There have been two memorable King Kong movie scores in the past. The first, of course, is the 1933 classic, King Kong, by the legendary Max Steiner (Gone with the Wind and Casablanca). The second score should come as no surprise, despite the film not being well liked, and that is the 1976 version of the Kong story by John Barry (the majority of the James Bond Franchise). When I learned that the composer of the Kick-Ass franchise and the last two Captain Americas was stepping into the composer’s chair, I was immediately on board.
I first noticed Henry Jackman on the original Kick-Ass film. Both that score and its sequel were a fantastic combination of classic and modern instruments. More recently, I found his score for PIXELS (read it here) to rise well above what was a mediocre film. Jackman’s combination of both classic and modern instruments has proven again to be the right mix in a film featuring a WW2 fighter pilot, a 1970’s British Mercenary, Vietnam Era Soldiers, and one giant gorilla named Kong.

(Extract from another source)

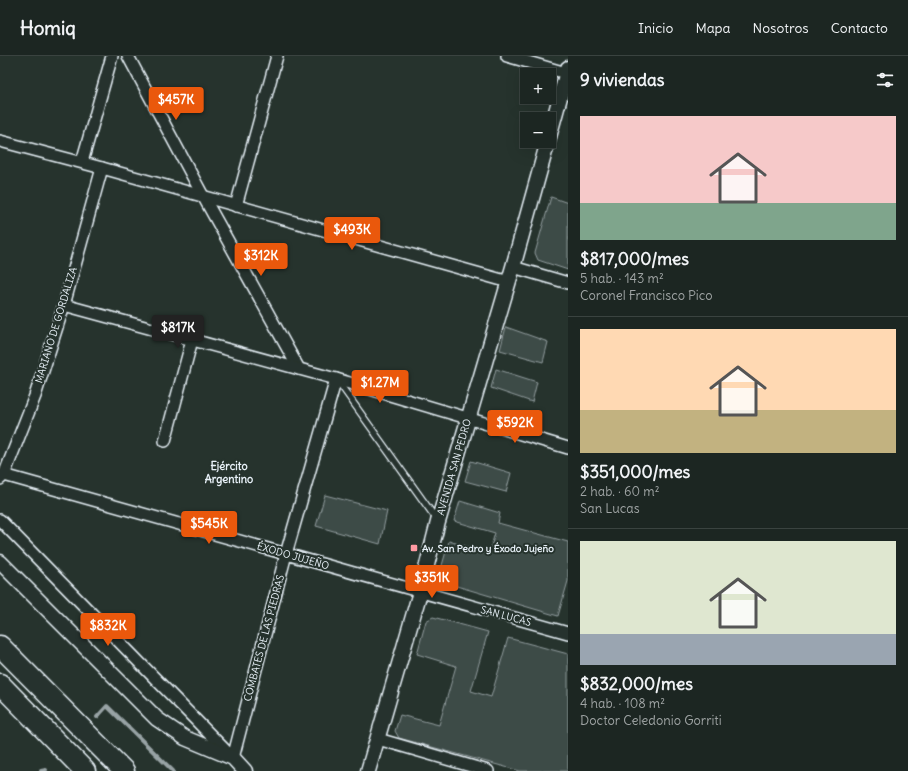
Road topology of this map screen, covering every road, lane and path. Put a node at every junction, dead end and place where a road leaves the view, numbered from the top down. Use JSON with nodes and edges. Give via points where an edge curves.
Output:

This telling of the Kong story is vastly different from any that we have ever been shown. Set completely on Kong’s home of Skull Island, we are set up with the mystery of this place untouched by man. Jackman uses that in his combination of slicing strings that can either go right through their victim or cut them down with a slow draw. You will find this tone throughout the score. Yes, there is plenty of mood on Skull Island.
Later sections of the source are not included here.